Physical characteristics
- Source: Peña Cebollera
- • location: Sierra de Ayllón
- • coordinates: 41°9′58″N 3°32′18″W﻿ / ﻿41.16611°N 3.53833°W
- • elevation: 2,119 m (6,952 ft)
- Mouth: Tagus
- • location: near Aranjuez
- • coordinates: 40°1′51″N 3°38′59″W﻿ / ﻿40.03083°N 3.64972°W
- • elevation: 494 m (1,621 ft)
- Length: 194 km (121 mi)
- Basin size: 5,047 km^{2} (1,949 sq mi)
- • average: 31.7 m^{3}/s (1,120 cu ft/s)

Basin features
- Progression: Tagus→ Atlantic Ocean
- River system: Tagus
- • left: Henares, Tajuña
- • right: Lozoya, Guadalix, Manzanares

= Jarama =

Tributary of the Tagus river

Jarama (/es/) is a river in central Spain. It flows north to south and passes east of Madrid where the El Atazar Dam is built on a tributary, the Lozoya River. It flows into the river Tagus in Aranjuez. The Manzanares is a tributary of the Jarama.
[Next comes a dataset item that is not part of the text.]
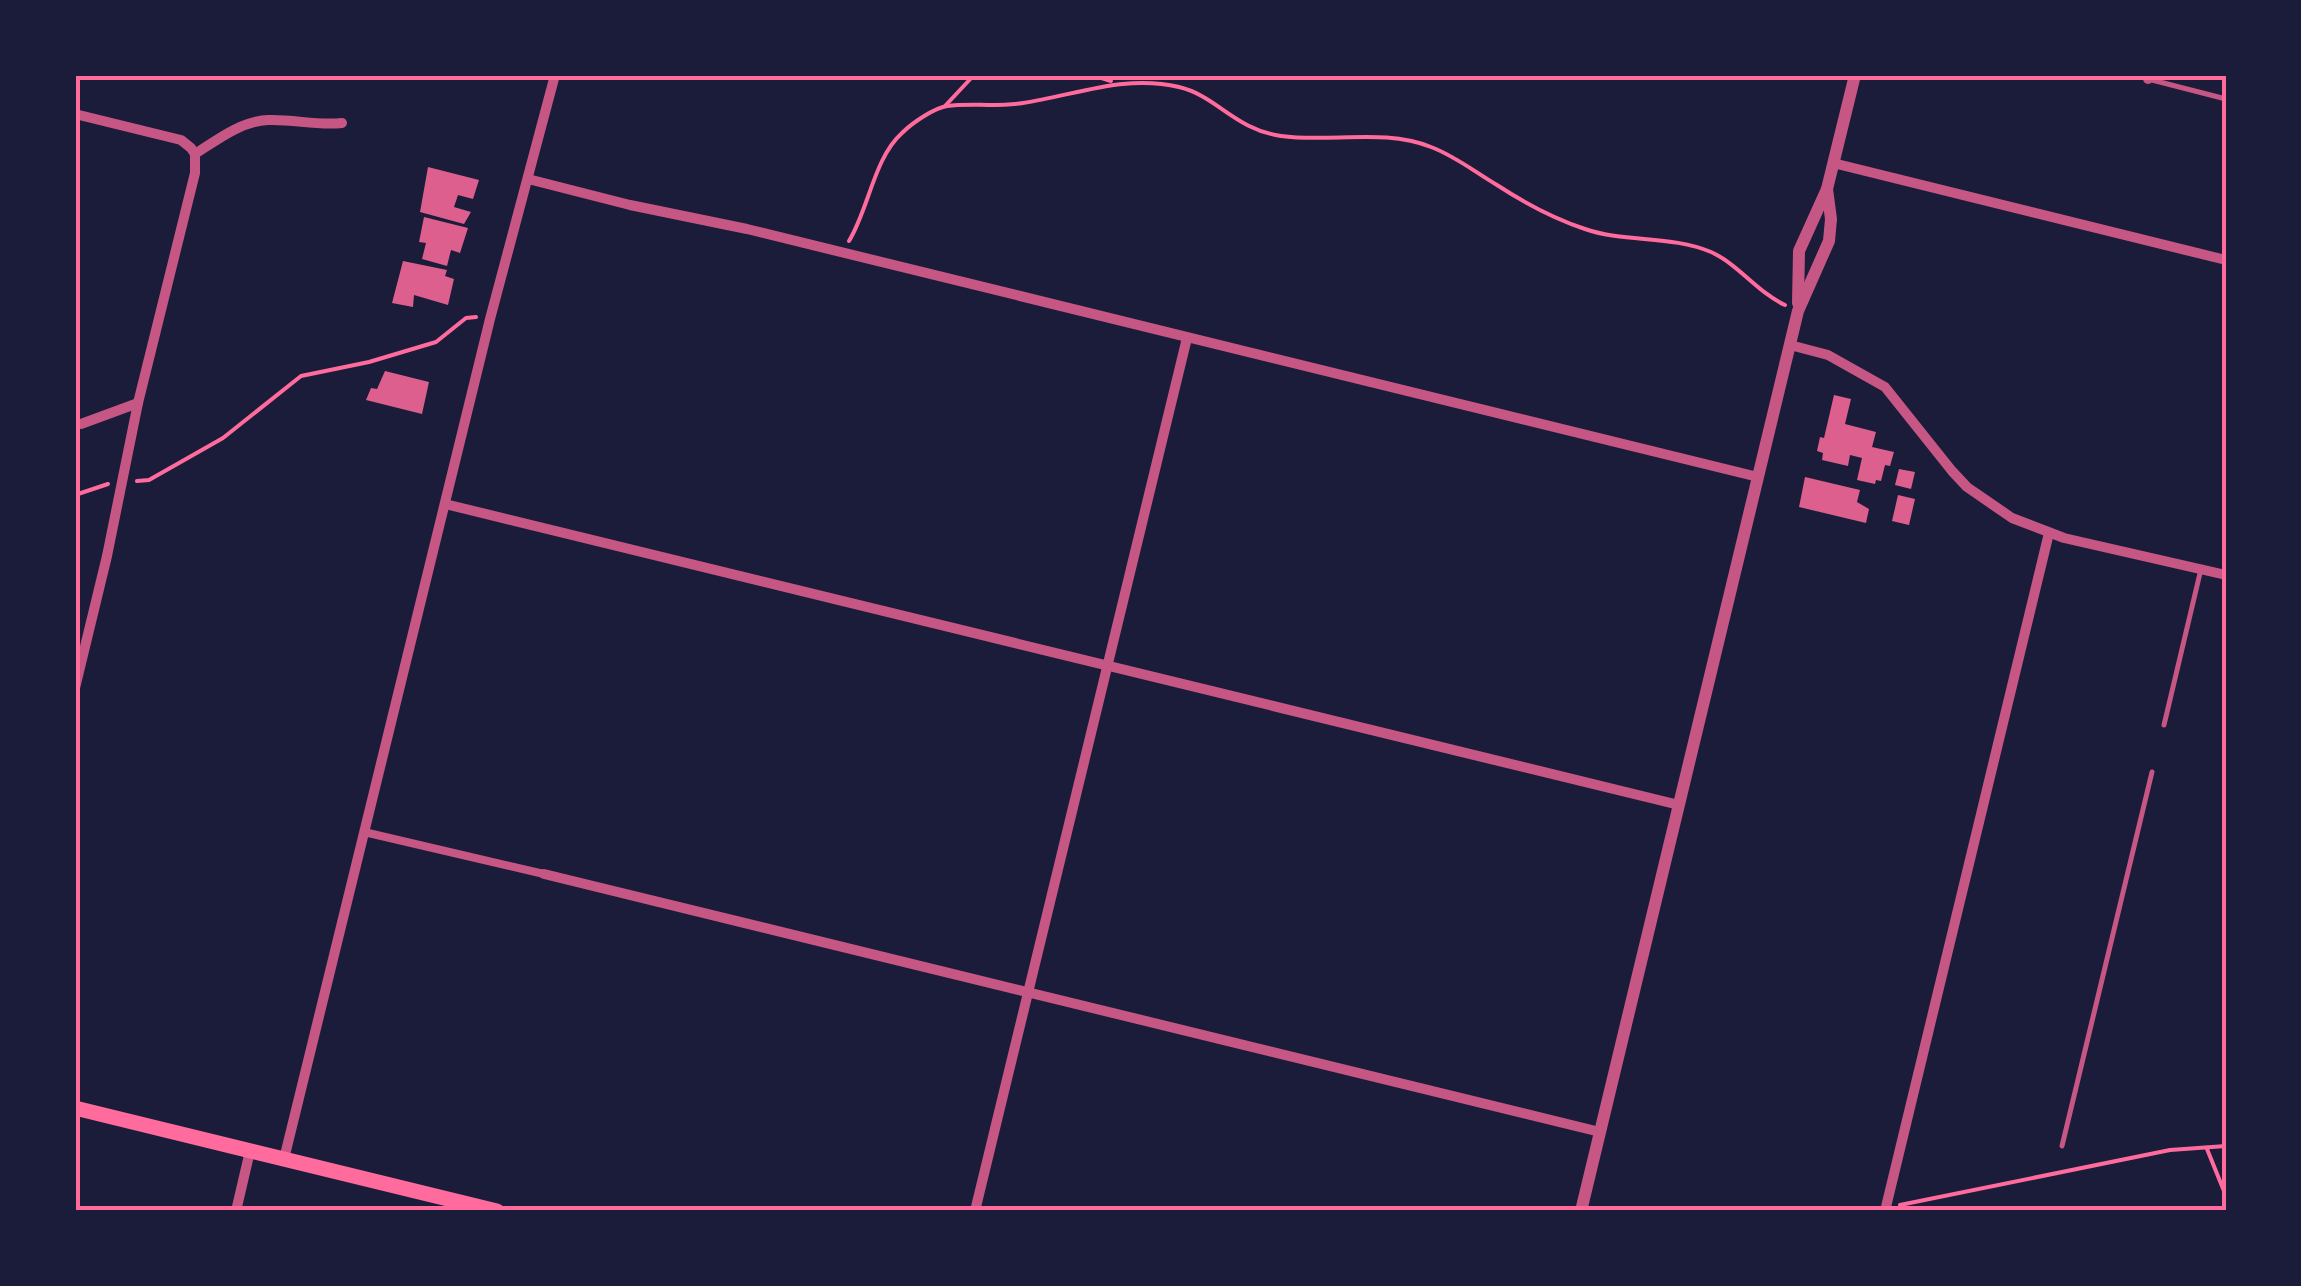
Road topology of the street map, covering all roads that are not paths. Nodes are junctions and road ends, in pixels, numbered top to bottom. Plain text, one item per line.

== The Jarama in history ==

The Jarama was the scene of fierce fighting in 1937 during the Spanish Civil War. Nationalist forces crossed the river in an attempt to cut the main road from Madrid to the Republican capital at Valencia. Nationalist forces led by Spanish Legionnaires and Moroccan soldiers (Regulares) of the Army of Africa were confronted by forces from the Republic including the 15th International Brigade.

The song Jarama Valley, with lyrics referencing the battle, became popular among the Republican battalions.

==In fiction==
El Jarama is a 1955 novel by Rafael Sánchez Ferlosio about a group of working-class youngsters from Madrid meeting for a picnic by the river on a summer day. Its realistic dialog renovated Spanish novels, and it won the Premio Nadal (Nadal Prize) in 1955.